PROBLEM DETAILS:
Scan the entries below for the word "CRUZ" and copy every line where it turns up.

STORED DATA:

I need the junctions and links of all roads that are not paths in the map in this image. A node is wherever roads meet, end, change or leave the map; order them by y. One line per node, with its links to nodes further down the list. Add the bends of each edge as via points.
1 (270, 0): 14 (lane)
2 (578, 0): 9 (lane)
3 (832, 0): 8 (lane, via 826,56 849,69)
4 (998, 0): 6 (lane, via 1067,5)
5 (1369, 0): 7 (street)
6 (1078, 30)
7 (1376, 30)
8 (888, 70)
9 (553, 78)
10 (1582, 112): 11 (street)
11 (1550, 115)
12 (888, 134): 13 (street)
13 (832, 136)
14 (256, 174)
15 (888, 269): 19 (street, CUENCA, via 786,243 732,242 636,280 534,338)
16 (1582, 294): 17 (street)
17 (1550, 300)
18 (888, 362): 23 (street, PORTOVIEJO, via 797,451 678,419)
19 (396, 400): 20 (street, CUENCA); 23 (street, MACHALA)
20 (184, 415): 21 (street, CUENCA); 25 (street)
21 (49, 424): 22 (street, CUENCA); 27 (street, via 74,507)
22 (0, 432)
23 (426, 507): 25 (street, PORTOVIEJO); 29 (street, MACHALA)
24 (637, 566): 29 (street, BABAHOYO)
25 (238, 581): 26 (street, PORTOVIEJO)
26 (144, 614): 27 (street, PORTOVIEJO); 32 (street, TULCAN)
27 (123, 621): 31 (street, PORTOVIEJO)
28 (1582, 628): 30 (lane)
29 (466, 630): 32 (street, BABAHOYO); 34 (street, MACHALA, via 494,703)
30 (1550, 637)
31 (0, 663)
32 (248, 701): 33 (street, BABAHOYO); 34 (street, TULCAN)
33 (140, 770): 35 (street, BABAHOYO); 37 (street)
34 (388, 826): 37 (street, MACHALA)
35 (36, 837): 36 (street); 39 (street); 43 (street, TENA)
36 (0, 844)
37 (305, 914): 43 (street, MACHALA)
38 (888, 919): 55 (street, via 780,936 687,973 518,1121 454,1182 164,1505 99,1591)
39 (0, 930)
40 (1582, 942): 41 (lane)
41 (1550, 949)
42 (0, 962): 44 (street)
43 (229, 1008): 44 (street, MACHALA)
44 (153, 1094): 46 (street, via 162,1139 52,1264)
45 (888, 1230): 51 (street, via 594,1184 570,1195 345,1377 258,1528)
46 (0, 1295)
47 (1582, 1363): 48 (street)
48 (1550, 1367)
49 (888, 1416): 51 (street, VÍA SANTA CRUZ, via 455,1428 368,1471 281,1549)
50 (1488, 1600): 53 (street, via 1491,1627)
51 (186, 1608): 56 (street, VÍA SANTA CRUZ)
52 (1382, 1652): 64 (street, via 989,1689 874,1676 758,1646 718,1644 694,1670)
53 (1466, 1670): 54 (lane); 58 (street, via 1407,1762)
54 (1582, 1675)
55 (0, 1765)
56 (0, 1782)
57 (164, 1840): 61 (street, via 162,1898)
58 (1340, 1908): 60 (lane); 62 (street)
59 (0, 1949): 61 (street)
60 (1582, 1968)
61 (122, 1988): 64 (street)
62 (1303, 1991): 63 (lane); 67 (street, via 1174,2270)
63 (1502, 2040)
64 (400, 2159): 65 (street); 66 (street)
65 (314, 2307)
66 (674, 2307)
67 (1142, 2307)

TASK RESULT:
49 (888, 1416): 51 (street, VÍA SANTA CRUZ, via 455,1428 368,1471 281,1549)
51 (186, 1608): 56 (street, VÍA SANTA CRUZ)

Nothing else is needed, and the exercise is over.